LIGHTS OUT: luci salvifiche e ombre mortifere

Recensione del film Lights Out di David F. Sandberg

La locandina del film Lights Out

Non sono molti i casi in cui un cortometraggio assurge a cult e si guadagna la produzione di un film intero. È ancor più raro che a promuovere e produrre il progetto sia un’icona di genere del calibro di James Wan (Saw – L’Enigmista, Insidious), Re Mida o quasi dell’horror contemporaneo.
Questo è stato il fortunato ed esplosivo percorso di Lights Out, uno short film liofilizzato di appena 2,40 disturbanti minuti (lo trovate cliccando QUI) firmato dal regista svedese David F. Sandberg nel 2013, che raccontava di oscure presenze visibili solamente quando le luci si spengono.
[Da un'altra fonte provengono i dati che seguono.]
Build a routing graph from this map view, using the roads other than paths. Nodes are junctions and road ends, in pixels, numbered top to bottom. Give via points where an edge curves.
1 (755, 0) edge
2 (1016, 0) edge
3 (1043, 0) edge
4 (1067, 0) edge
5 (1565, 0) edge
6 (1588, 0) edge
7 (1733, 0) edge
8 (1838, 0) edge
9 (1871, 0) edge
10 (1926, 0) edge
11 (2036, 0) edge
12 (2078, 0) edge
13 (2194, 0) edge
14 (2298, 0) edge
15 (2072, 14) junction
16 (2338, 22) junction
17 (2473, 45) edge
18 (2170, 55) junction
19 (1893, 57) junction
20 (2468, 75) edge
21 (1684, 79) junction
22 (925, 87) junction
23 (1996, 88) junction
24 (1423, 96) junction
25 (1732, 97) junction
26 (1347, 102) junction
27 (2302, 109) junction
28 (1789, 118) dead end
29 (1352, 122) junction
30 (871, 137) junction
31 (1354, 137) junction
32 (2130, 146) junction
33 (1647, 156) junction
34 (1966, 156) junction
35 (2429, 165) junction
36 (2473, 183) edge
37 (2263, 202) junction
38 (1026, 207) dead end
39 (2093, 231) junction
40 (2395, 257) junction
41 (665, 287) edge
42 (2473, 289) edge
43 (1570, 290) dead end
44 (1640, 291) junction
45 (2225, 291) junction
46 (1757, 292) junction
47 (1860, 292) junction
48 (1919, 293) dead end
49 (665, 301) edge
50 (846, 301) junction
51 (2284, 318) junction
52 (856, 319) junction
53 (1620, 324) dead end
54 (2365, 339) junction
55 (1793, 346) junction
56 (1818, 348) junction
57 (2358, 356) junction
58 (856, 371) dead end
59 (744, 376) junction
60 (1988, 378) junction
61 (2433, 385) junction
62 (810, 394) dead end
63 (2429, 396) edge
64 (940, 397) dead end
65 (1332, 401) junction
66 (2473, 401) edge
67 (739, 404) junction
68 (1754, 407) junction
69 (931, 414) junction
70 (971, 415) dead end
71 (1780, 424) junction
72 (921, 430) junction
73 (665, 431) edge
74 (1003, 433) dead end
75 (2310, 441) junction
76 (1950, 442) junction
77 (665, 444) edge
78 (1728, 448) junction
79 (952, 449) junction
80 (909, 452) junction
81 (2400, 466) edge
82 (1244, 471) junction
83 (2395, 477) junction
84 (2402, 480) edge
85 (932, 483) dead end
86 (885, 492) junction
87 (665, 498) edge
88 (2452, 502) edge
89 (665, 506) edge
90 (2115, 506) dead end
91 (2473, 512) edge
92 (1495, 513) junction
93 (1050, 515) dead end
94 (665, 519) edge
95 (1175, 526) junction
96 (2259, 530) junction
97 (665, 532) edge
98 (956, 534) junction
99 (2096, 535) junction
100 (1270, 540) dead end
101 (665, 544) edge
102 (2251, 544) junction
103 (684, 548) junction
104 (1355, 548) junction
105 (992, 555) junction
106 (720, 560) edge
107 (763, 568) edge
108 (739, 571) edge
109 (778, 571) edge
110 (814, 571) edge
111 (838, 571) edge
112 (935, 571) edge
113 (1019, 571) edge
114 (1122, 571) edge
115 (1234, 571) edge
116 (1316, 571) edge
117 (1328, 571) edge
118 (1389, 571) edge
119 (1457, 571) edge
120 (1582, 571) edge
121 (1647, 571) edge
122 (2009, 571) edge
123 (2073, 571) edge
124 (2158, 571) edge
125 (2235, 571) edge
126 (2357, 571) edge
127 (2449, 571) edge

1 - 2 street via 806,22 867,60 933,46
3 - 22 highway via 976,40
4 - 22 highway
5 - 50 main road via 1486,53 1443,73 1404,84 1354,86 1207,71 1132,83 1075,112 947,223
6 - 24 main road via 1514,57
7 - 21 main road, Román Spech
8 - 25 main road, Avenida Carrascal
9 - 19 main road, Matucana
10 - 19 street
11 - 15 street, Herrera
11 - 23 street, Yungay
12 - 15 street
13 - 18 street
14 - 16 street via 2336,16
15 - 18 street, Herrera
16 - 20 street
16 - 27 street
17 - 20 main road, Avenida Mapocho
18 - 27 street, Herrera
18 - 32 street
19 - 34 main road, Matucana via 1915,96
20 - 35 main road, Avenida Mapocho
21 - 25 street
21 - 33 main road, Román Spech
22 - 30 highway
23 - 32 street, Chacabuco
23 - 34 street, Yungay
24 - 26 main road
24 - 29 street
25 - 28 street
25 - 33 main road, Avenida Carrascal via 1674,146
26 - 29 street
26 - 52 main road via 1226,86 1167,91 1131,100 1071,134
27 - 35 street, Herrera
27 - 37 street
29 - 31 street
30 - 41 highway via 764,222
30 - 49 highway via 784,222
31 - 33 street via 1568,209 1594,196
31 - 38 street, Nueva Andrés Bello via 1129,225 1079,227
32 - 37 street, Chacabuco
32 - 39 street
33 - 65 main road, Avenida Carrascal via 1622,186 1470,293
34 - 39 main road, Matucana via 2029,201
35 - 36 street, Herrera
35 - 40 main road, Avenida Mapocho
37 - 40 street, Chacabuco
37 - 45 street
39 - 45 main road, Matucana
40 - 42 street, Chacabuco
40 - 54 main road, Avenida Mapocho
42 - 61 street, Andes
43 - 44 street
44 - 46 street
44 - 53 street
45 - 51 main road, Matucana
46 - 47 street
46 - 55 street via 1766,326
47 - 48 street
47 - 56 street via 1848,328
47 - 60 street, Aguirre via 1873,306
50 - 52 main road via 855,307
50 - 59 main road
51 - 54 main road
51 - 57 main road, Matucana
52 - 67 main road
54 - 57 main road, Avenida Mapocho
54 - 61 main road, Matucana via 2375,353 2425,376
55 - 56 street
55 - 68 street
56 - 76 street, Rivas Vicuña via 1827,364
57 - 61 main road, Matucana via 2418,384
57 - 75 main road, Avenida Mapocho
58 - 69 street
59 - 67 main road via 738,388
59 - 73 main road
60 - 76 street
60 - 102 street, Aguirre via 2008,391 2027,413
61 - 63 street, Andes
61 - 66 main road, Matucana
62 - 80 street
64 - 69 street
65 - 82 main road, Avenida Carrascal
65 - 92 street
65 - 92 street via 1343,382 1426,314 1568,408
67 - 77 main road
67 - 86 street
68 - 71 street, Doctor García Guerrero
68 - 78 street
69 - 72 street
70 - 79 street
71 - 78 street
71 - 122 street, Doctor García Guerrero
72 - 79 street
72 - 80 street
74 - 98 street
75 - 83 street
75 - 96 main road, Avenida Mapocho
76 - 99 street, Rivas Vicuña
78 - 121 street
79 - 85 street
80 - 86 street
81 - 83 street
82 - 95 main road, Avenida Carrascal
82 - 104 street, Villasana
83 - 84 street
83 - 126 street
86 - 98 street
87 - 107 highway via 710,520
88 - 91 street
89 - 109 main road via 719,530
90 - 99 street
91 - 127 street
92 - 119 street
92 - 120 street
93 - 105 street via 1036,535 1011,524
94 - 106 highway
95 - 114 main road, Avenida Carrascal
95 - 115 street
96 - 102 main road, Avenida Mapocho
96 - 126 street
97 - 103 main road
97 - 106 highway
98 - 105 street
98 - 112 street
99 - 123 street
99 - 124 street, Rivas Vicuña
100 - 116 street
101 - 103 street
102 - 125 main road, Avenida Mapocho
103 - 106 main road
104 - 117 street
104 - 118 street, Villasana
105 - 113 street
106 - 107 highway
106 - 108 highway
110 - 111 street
Tre anni dopo ecco dunque un lungometraggio, diretto dallo stesso Sandberg, che trasferisce l’intuizione di Lights Out su grande schermo e in un incubo più articolato: quello vissuto dal piccolo Martin (Gabriel Bateman, Annabelle) e dalla sorellona Rebecca (Teresa Palmer, Warm Bodies, Codice 999), perseguitati nelle rispettive infanzie da una presenza malevola che pare in qualche modo legata indissolubilmente alla famiglia e al passato della madre Sophie (Maria Bello, A History Of Violence, Prisoners).

Interruttore su, le ombre svaniscono. Interruttore giù, ti perseguitano. Giochino furbetto, non inedito (Al Calare Delle Tenebre, 2003).
Rebecca iper-illumina le stanze, cercando di preservare l’unità familiare, la vita di Martin e la psiche di mamma. Ma il buio sa sempre come farsi strada.

Una scena del film Lights Out – Photo: courtesy of Warner Bros. Italia

Forte di un’apertura al box office americano da urlo, Lights Out giunge sui nostri schermi in un’estate ricca di brividi di qualità (It Follows, The Conjuring 2 e, a breve, The Witch) che offrono prospettive speranzose agli horror maniacs.
L’opera di Sandberg ha premesse intriganti, una sequenza iniziale divertente e grottesca, ma presto scricchiola e dimostra qualche limite inatteso: l’acuto concept del cortometraggio, che muove il Male a ritmo di “click” di interruttori in un letale riadattamento dell’“un-due-tre-stella” fanciullesco, si diluisce e smarrisce sulla lunga distanza, perdendo carica angosciosa ed un climax come si deve.

Lights Out è tecnicamente solido ma privo di scossoni ai nervi, sobbalzi e unghie conficcate nei braccioli: non un dettaglio, insomma, soprattutto considerando la molesta inquietudine che invece trasmetteva l’omonimo corto.
Le presenze non hanno la veste grottesca di un Insidious o la surrealtà fumettistica del Babadook, uccidono con attenzione alla classificazione “per tutti” del film, bene ma soft. La risoluzione e il background, prevedibili.

Una scena del film Lights Out – Photo: courtesy of Warner Bros. Italia

A colmare qualche buco di troppo ci pensa la fresca regia di Sandberg, che con Wan stringe un sodalizio duraturo: Annabelle 2, seguito del pessimo spin-off di The Conjuring, sarà affidato proprio al giovane regista.
Buono anche il cast, perfettamente sintonizzato: la Palmer ha le carte in regola per diventare una moderna scream queen, mentre la Bello mette spudoratamente in mostra la sua appartenenza a un’alt(r)a categoria.

Lights Out, nel computo finale, è tuttavia una tacca sotto le aspettative create dal sostegno di Wan e dalle gustose premesse narrative. Come direbbe un professore al bimbo pigro, l’allievo ha i mezzi ma non si applica, si trascina alla sufficienza restando relegato a ruolo secondario (e tutto sommato trascurabile) della provvida estate orrorifica ’16.